**TASK TO COMPLETE**
Each line below containing the word "above" needs to be shown.

----- INFORMATION -----

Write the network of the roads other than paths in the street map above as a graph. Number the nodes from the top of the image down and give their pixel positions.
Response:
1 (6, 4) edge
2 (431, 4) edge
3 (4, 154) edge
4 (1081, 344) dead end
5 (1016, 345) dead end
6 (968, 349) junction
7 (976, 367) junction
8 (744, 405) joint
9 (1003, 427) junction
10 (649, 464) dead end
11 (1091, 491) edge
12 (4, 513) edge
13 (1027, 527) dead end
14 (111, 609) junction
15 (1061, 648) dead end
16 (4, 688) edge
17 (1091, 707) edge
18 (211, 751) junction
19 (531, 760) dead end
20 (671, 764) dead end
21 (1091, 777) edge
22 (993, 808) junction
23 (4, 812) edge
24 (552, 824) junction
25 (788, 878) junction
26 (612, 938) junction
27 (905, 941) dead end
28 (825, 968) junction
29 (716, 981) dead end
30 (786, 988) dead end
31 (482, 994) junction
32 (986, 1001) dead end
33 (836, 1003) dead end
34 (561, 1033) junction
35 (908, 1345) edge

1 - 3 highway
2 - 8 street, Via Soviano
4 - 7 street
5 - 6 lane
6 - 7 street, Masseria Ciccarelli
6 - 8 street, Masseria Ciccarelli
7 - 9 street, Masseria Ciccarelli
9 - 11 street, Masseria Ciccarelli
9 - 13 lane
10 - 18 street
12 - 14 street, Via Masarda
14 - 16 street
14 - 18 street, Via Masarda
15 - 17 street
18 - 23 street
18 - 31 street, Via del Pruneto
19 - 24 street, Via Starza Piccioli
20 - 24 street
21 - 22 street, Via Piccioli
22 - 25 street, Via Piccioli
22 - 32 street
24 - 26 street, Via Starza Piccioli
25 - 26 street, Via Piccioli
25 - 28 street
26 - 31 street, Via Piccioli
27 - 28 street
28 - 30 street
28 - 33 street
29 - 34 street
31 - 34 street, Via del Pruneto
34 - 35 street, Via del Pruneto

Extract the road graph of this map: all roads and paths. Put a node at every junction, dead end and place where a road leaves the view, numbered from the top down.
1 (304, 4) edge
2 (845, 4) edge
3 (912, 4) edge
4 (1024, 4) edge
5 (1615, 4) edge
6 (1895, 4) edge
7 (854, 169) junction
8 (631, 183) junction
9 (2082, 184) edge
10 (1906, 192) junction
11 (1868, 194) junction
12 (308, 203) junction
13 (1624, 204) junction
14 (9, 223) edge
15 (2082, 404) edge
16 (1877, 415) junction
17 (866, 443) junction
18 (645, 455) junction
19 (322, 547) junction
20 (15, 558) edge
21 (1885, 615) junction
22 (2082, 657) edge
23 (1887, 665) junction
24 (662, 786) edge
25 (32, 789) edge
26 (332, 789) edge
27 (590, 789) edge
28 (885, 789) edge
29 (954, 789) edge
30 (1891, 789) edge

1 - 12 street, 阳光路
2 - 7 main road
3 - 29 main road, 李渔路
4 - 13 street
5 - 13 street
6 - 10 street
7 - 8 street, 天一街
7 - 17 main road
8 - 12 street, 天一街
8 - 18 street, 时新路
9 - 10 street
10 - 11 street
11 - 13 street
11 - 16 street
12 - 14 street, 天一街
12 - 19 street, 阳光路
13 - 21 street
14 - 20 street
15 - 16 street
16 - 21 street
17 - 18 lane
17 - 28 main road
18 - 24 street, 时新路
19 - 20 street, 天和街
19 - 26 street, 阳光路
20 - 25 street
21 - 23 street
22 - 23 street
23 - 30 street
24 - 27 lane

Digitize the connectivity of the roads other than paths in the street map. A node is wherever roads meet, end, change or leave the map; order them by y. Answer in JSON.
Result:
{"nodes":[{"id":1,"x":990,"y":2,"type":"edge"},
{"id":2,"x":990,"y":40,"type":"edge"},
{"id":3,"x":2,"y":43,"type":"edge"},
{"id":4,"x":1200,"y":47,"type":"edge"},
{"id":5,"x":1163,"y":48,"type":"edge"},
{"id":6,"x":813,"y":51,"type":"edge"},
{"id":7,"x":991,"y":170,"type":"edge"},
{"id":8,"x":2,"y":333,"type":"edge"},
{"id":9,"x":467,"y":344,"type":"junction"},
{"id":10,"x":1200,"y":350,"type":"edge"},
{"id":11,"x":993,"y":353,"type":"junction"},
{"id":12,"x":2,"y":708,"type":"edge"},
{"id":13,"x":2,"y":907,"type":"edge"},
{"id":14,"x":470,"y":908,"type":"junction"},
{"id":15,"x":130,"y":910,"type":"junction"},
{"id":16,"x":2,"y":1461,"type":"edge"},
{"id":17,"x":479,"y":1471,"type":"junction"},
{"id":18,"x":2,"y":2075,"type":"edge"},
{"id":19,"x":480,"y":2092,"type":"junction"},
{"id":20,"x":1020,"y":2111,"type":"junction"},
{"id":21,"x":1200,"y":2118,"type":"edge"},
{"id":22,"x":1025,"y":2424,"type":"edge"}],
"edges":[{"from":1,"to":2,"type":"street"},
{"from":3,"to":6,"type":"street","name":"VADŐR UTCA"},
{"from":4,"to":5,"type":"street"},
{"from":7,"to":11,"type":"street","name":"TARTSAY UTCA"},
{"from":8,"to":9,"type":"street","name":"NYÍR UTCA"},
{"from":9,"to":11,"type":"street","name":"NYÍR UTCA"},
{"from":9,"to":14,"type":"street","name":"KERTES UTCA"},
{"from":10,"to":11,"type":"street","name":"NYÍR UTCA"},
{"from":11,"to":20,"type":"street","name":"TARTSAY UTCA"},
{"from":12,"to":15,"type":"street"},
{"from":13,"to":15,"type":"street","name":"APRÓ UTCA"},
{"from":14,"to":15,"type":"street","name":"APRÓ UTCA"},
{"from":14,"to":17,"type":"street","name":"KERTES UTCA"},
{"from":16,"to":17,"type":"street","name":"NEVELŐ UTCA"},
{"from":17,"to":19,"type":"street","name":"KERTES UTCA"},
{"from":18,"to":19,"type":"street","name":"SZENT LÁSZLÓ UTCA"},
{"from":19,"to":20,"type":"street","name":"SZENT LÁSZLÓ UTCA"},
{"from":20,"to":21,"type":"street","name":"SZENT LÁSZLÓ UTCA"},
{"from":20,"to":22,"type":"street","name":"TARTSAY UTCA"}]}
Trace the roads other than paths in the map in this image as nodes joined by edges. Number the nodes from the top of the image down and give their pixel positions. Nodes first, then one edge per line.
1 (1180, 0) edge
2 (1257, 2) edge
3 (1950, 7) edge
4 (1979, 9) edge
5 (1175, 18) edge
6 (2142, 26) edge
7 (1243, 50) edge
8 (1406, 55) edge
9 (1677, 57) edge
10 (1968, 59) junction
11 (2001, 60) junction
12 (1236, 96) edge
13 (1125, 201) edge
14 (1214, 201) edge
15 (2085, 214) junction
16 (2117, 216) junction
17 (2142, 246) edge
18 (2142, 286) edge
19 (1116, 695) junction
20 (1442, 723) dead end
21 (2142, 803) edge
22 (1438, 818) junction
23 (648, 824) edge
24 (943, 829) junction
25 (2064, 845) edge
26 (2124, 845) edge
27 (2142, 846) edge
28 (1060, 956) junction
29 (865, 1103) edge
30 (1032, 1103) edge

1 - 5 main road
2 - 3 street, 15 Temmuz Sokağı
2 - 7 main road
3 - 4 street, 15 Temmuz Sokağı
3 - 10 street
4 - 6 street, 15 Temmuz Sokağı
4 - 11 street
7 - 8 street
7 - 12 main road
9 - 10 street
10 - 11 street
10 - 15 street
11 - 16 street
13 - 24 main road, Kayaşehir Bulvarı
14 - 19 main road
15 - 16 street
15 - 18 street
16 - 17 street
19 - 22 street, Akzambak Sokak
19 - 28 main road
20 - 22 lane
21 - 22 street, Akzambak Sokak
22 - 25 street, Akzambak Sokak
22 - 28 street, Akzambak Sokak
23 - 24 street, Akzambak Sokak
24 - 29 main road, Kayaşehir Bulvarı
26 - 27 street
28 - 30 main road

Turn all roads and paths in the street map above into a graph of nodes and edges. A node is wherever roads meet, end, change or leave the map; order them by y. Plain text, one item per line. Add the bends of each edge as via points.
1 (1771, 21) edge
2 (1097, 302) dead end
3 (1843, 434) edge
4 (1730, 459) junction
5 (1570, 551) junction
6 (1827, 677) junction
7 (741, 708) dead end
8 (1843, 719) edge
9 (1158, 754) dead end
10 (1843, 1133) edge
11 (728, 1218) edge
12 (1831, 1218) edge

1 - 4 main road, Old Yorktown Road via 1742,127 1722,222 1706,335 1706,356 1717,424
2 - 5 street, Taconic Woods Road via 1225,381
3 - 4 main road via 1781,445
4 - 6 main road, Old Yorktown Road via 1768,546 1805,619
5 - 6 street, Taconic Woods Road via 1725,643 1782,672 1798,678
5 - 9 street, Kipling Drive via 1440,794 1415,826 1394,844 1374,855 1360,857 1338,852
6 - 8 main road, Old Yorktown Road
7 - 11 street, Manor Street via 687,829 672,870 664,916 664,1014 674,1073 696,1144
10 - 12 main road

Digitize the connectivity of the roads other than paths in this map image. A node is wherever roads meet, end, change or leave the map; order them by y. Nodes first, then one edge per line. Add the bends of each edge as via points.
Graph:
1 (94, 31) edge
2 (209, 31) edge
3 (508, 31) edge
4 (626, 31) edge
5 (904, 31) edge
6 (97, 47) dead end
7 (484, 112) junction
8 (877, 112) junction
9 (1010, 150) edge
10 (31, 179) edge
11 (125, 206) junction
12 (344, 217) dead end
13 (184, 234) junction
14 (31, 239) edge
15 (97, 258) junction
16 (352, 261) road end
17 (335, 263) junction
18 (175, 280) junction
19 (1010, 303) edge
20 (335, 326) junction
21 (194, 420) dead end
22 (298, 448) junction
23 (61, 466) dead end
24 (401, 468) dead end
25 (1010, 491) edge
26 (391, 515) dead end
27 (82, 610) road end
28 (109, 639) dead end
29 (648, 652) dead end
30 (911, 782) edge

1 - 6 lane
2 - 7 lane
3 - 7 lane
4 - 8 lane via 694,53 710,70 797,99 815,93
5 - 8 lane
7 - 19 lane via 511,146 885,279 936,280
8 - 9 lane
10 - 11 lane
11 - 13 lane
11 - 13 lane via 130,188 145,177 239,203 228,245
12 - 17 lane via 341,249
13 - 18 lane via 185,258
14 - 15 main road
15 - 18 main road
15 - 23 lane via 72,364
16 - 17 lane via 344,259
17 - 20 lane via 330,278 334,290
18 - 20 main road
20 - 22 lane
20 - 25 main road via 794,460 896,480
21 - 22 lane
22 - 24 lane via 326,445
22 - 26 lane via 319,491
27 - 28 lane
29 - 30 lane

-----

**RESULT FOR THIS TASK**
Write the network of the roads other than paths in the street map above as a graph. Number the nodes from the top of the image down and give their pixel positions.
Turn all roads and paths in the street map above into a graph of nodes and edges. A node is wherever roads meet, end, change or leave the map; order them by y. Plain text, one item per line. Add the bends of each edge as via points.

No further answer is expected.